### TASK ITEM
Go through the data below and return each line where the string "main" occurs.

________________

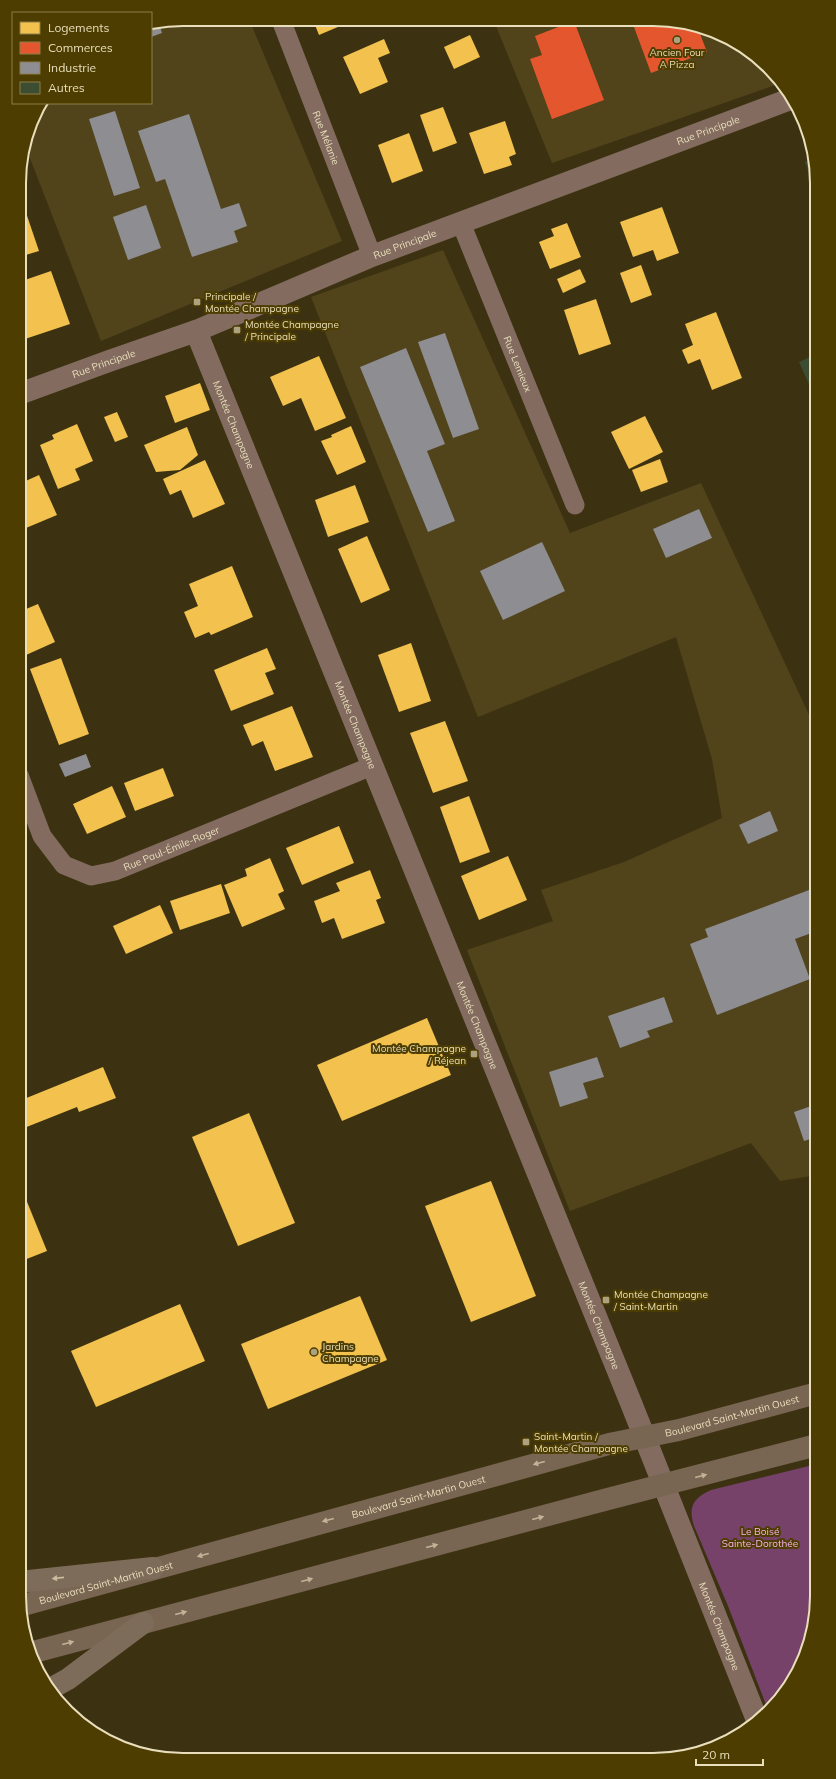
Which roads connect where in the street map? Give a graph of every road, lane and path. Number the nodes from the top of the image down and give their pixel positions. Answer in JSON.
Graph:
{"nodes":[{"id":1,"x":283,"y":26,"type":"edge"},
{"id":2,"x":787,"y":100,"type":"edge"},
{"id":3,"x":461,"y":223,"type":"junction"},
{"id":4,"x":372,"y":256,"type":"junction"},
{"id":5,"x":196,"y":331,"type":"junction"},
{"id":6,"x":26,"y":391,"type":"edge"},
{"id":7,"x":575,"y":506,"type":"dead end"},
{"id":8,"x":372,"y":766,"type":"junction"},
{"id":9,"x":26,"y":794,"type":"edge"},
{"id":10,"x":810,"y":1395,"type":"edge"},
{"id":11,"x":644,"y":1437,"type":"junction"},
{"id":12,"x":810,"y":1447,"type":"edge"},
{"id":13,"x":664,"y":1486,"type":"junction"},
{"id":14,"x":153,"y":1568,"type":"junction"},
{"id":15,"x":26,"y":1581,"type":"edge"},
{"id":16,"x":26,"y":1604,"type":"edge"},
{"id":17,"x":143,"y":1623,"type":"junction"},
{"id":18,"x":36,"y":1651,"type":"edge"},
{"id":19,"x":54,"y":1687,"type":"edge"},
{"id":20,"x":756,"y":1715,"type":"edge"}],
"edges":[{"from":1,"to":4,"type":"street","name":"Rue Mélanie"},
{"from":2,"to":3,"type":"street","name":"Rue Principale"},
{"from":3,"to":4,"type":"street","name":"Rue Principale"},
{"from":3,"to":7,"type":"street","name":"Rue Lemieux"},
{"from":4,"to":5,"type":"street","name":"Rue Principale"},
{"from":5,"to":6,"type":"street","name":"Rue Principale"},
{"from":5,"to":8,"type":"street","name":"Montée Champagne"},
{"from":8,"to":9,"type":"street","name":"Rue Paul-Émile-Roger"},
{"from":8,"to":11,"type":"street","name":"Montée Champagne"},
{"from":10,"to":11,"type":"main road","name":"Boulevard Saint-Martin Ouest"},
{"from":11,"to":13,"type":"street","name":"Montée Champagne"},
{"from":11,"to":14,"type":"main road","name":"Boulevard Saint-Martin Ouest","one_way":true},
{"from":13,"to":12,"type":"main road","one_way":true},
{"from":17,"to":13,"type":"main road","one_way":true},
{"from":13,"to":20,"type":"street","name":"Montée Champagne"},
{"from":14,"to":15,"type":"main road","one_way":true},
{"from":14,"to":16,"type":"main road","name":"Boulevard Saint-Martin Ouest"},
{"from":18,"to":17,"type":"main road","one_way":true},
{"from":17,"to":19,"type":"main road"}]}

________________

### ANSWER AREA
{"from":10,"to":11,"type":"main road","name":"Boulevard Saint-Martin Ouest"},
{"from":11,"to":14,"type":"main road","name":"Boulevard Saint-Martin Ouest","one_way":true},
{"from":13,"to":12,"type":"main road","one_way":true},
{"from":17,"to":13,"type":"main road","one_way":true},
{"from":14,"to":15,"type":"main road","one_way":true},
{"from":14,"to":16,"type":"main road","name":"Boulevard Saint-Martin Ouest"},
{"from":18,"to":17,"type":"main road","one_way":true},
{"from":17,"to":19,"type":"main road"}]}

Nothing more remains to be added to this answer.